§ **Data for review**
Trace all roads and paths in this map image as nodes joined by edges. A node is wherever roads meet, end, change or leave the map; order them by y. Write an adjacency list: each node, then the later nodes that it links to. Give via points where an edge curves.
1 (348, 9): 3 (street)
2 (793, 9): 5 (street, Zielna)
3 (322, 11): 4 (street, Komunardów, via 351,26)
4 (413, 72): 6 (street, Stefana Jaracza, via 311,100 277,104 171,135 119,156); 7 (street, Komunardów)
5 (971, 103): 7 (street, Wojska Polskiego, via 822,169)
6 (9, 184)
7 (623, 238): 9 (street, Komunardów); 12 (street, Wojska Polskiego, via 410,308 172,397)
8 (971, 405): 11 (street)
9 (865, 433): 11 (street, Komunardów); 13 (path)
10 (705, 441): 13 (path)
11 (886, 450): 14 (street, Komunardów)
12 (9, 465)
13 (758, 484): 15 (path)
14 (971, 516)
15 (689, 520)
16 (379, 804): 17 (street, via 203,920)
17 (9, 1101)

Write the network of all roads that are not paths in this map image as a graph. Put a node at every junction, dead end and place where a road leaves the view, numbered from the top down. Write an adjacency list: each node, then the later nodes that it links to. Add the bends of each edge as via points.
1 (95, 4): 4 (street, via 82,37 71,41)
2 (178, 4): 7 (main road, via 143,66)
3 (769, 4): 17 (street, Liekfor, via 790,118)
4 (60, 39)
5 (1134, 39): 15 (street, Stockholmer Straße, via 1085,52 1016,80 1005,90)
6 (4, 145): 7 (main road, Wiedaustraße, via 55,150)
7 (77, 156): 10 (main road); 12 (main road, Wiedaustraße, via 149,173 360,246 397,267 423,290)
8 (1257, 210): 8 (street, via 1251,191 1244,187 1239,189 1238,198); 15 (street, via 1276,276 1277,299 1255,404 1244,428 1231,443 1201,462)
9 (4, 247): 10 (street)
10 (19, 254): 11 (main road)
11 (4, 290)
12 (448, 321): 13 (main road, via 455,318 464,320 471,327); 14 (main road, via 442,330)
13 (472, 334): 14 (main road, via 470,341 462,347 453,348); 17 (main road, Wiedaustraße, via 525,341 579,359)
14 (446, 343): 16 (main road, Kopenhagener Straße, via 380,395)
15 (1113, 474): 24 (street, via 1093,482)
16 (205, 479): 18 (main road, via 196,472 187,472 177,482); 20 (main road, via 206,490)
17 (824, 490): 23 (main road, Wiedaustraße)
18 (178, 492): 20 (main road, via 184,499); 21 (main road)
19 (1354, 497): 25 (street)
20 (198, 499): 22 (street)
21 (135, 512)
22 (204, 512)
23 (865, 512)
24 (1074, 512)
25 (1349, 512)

§ **To do**
Nothing in the records should change when you repeat them all.

§ **Answer for this exercise**
Trace all roads and paths in this map image as nodes joined by edges. A node is wherever roads meet, end, change or leave the map; order them by y. Write an adjacency list: each node, then the later nodes that it links to. Give via points where an edge curves.
1 (348, 9): 3 (street)
2 (793, 9): 5 (street, Zielna)
3 (322, 11): 4 (street, Komunardów, via 351,26)
4 (413, 72): 6 (street, Stefana Jaracza, via 311,100 277,104 171,135 119,156); 7 (street, Komunardów)
5 (971, 103): 7 (street, Wojska Polskiego, via 822,169)
6 (9, 184)
7 (623, 238): 9 (street, Komunardów); 12 (street, Wojska Polskiego, via 410,308 172,397)
8 (971, 405): 11 (street)
9 (865, 433): 11 (street, Komunardów); 13 (path)
10 (705, 441): 13 (path)
11 (886, 450): 14 (street, Komunardów)
12 (9, 465)
13 (758, 484): 15 (path)
14 (971, 516)
15 (689, 520)
16 (379, 804): 17 (street, via 203,920)
17 (9, 1101)

Write the network of all roads that are not paths in this map image as a graph. Put a node at every junction, dead end and place where a road leaves the view, numbered from the top down. Write an adjacency list: each node, then the later nodes that it links to. Add the bends of each edge as via points.
1 (95, 4): 4 (street, via 82,37 71,41)
2 (178, 4): 7 (main road, via 143,66)
3 (769, 4): 17 (street, Liekfor, via 790,118)
4 (60, 39)
5 (1134, 39): 15 (street, Stockholmer Straße, via 1085,52 1016,80 1005,90)
6 (4, 145): 7 (main road, Wiedaustraße, via 55,150)
7 (77, 156): 10 (main road); 12 (main road, Wiedaustraße, via 149,173 360,246 397,267 423,290)
8 (1257, 210): 8 (street, via 1251,191 1244,187 1239,189 1238,198); 15 (street, via 1276,276 1277,299 1255,404 1244,428 1231,443 1201,462)
9 (4, 247): 10 (street)
10 (19, 254): 11 (main road)
11 (4, 290)
12 (448, 321): 13 (main road, via 455,318 464,320 471,327); 14 (main road, via 442,330)
13 (472, 334): 14 (main road, via 470,341 462,347 453,348); 17 (main road, Wiedaustraße, via 525,341 579,359)
14 (446, 343): 16 (main road, Kopenhagener Straße, via 380,395)
15 (1113, 474): 24 (street, via 1093,482)
16 (205, 479): 18 (main road, via 196,472 187,472 177,482); 20 (main road, via 206,490)
17 (824, 490): 23 (main road, Wiedaustraße)
18 (178, 492): 20 (main road, via 184,499); 21 (main road)
19 (1354, 497): 25 (street)
20 (198, 499): 22 (street)
21 (135, 512)
22 (204, 512)
23 (865, 512)
24 (1074, 512)
25 (1349, 512)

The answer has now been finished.